I loved that show growing up, and I still do. “Gilligan’s Island” was all first run episodes when I was in Elementary School, and then reruns when I was in Junior High and High School. For me, “Gilligan’s Island” was all about surviving and that’s what I wanted to do.
Autism wasn’t in the common vocabulary of the day back then. There was no being on the spectrum, no rainbow flag, no learning disability, no giftedness, no anything other than the happy, American, middle class life revealed in my “Dick and Jane” reading books.
But life on Gilligan’s Island was different. It was not ideal. There were bizarre, unexpected, and unexplainable things happening all of the time. That was how the real world around me seemed to operate, not with magnetic mines, or spacecraft landings, or mysterious boxes washed up on the beach, but with people saying and doing things that seemed so foreign to me and yet so ordinary to them.
That is perhaps the best analogy I can give for what it was like for me growing up and what it is still like for me now living on the spectrum. Every day is a new episode where something surreal is bound to happen when I step outside of my own space.

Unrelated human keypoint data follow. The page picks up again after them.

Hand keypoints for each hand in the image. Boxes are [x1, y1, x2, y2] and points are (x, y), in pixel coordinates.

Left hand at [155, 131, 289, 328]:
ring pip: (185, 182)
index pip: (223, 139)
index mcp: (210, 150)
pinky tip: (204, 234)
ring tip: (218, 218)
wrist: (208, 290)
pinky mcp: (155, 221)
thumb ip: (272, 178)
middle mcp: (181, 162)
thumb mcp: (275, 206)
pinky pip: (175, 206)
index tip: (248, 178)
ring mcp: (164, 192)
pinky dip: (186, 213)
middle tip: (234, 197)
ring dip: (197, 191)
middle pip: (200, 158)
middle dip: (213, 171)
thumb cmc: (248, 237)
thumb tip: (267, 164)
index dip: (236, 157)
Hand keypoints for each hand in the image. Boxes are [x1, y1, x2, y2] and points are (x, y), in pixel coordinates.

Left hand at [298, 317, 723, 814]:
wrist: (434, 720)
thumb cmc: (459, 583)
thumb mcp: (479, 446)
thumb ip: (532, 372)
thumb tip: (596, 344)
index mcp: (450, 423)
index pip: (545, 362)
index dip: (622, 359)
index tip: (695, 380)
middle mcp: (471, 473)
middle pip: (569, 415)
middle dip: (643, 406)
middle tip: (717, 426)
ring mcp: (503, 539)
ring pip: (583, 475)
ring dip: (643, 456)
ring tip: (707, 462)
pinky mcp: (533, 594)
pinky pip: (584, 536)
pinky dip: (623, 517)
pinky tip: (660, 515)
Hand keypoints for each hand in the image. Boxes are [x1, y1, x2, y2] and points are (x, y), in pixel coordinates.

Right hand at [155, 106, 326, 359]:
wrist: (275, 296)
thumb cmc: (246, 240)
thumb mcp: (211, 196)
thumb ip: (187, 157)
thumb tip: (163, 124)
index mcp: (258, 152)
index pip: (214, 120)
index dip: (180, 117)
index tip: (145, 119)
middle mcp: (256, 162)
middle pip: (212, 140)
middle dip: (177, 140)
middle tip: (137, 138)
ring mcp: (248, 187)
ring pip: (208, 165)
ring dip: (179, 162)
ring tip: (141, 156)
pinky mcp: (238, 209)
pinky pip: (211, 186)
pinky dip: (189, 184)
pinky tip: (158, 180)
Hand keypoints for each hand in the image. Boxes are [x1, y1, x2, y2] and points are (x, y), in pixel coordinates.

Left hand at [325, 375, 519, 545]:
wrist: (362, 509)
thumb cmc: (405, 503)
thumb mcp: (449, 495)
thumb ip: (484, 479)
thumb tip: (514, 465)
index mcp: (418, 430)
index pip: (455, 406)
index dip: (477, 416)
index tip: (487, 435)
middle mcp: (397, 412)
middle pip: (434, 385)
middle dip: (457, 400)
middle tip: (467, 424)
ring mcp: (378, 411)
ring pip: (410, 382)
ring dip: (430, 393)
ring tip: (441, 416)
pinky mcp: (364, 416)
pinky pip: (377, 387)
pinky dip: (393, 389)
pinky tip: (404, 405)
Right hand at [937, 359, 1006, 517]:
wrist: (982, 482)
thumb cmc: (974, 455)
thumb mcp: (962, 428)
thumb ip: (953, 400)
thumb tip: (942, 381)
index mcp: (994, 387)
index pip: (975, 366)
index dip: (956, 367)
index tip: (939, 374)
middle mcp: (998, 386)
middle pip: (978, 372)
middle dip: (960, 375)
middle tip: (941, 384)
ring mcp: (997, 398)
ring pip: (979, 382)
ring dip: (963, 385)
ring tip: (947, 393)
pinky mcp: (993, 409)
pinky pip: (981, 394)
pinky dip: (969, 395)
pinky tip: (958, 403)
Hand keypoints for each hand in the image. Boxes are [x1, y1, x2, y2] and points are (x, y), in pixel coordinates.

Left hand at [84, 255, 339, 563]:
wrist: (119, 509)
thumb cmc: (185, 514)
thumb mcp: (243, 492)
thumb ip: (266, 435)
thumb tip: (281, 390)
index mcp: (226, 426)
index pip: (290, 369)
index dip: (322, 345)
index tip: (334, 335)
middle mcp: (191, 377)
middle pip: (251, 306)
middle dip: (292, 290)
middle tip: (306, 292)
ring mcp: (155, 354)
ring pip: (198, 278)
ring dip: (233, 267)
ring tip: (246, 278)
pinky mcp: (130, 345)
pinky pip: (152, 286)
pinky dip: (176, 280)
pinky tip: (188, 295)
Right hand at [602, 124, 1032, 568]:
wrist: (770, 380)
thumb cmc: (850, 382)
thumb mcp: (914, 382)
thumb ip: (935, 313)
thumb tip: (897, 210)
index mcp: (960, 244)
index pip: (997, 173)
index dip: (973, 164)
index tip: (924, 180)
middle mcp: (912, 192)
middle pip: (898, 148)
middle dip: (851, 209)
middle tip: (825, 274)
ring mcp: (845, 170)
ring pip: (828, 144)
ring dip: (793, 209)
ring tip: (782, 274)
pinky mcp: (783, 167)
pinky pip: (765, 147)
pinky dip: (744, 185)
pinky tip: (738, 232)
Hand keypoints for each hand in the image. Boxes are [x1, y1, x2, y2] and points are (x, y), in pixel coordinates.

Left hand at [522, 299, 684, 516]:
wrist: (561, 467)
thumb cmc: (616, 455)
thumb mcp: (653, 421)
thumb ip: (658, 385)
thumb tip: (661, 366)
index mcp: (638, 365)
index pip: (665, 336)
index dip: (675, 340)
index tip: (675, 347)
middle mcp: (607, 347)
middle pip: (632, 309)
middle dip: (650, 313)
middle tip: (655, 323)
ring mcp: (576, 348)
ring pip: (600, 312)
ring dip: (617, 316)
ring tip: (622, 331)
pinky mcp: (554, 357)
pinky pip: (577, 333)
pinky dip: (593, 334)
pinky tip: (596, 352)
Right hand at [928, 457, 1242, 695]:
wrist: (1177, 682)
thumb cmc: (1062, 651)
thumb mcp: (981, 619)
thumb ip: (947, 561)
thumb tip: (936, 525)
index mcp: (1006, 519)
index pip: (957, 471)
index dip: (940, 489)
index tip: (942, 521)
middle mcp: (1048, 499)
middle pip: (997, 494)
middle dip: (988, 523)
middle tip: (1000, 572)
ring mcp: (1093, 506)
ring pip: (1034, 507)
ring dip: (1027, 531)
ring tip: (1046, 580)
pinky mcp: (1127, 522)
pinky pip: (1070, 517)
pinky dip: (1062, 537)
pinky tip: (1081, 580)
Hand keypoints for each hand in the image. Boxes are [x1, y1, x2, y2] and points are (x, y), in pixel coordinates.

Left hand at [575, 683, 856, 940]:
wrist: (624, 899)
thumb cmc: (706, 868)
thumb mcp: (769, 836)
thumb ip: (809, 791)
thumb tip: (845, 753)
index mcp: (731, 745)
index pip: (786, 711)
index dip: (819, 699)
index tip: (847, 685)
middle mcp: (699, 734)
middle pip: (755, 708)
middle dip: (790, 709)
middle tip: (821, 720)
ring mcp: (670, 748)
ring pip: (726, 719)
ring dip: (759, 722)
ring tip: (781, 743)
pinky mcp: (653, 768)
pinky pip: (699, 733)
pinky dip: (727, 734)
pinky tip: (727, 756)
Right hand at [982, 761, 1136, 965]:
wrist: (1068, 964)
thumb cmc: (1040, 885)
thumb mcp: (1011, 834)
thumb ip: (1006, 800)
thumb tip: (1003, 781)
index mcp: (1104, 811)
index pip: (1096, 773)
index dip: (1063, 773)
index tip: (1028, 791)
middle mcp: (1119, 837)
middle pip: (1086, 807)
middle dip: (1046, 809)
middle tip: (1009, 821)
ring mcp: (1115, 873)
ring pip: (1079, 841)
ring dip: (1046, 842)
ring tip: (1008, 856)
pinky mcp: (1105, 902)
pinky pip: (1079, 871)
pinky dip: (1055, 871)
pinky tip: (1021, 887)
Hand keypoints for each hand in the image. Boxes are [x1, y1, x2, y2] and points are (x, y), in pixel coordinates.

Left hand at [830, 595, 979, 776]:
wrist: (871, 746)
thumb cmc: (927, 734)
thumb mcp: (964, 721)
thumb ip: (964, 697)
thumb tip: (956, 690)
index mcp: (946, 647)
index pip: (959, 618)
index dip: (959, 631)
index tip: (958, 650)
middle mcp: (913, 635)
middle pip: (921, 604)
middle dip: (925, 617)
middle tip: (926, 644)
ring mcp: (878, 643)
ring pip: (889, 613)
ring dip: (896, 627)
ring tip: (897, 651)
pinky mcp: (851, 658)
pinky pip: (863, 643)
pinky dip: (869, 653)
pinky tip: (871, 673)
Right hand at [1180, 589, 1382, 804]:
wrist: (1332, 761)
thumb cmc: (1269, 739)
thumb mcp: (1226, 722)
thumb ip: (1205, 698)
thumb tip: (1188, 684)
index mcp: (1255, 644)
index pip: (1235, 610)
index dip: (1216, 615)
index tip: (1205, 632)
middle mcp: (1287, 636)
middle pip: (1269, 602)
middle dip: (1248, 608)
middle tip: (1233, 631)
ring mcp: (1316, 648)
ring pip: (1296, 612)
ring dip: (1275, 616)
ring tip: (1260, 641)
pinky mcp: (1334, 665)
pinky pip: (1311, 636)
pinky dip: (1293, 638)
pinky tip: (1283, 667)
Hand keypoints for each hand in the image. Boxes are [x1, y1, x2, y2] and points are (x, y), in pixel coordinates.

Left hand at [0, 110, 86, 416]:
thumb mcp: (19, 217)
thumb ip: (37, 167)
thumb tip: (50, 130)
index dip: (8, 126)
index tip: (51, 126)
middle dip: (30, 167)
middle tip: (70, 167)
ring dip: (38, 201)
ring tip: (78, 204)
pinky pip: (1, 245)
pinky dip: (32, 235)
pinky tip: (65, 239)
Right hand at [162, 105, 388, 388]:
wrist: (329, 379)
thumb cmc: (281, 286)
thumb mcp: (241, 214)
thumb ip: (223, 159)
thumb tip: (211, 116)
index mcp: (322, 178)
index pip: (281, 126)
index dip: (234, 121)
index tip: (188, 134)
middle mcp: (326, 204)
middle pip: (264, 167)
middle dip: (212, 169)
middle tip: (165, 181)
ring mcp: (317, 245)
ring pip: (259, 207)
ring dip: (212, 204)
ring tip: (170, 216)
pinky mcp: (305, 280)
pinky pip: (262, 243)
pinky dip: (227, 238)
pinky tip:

It won’t be radioactive seeds that grow into huge plants that give me special abilities. Instead it will be not having the exact change when I check out at the store and only having a twenty dollar bill and the cashier asking me, “Don’t you have anything smaller?”
It won’t be a beauty contest where the winner is a gorilla. Instead it will be agonizing over how to ask the person in the produce department if they have any more fresh kale for my chickens and then wondering if I had asked differently or not mentioned the chickens then maybe they would have gone in the back and checked and found some rather than just saying “No.” (Then I might spend the rest of the day wondering how I can grow enough kale in my small city yard to feed all six of my chickens for an entire year so I never have to ask about kale ever again. Most likely the solution would involve bamboo poles and coconuts!)
So I suppose in my own way, I figured out that if the seven castaways on Gilligan’s Island could survive, I could too. If they could handle mad scientists, headhunters, and giant spiders, I could survive feeling isolated from my classmates, being teased and bullied, and not knowing why I was treated differently from everyone else.
My two favorite characters were Gilligan and The Professor, and I studied them to see what they did to navigate their episodic challenges. Gilligan was goofy and always made everyone laugh even at his own expense. He messed things up terribly, but they never threw him off of the island. The Professor was smart and always had a good and logical answer. His ideas and inventions never got them off of the island, but they still had hope in his next new plan.
So this is how I generally face the challenges of life. Most often, I try to give everyone a good laugh, even at my own expense, just like Gilligan. At other times, I try to be the one who has analyzed the situation and has a brilliant though extravagant solution, just like the Professor. Occasionally I do both.
Neither of these characters seems to understand or to be understood by the other castaways, yet either would probably be most content alone on the island and would survive quite nicely.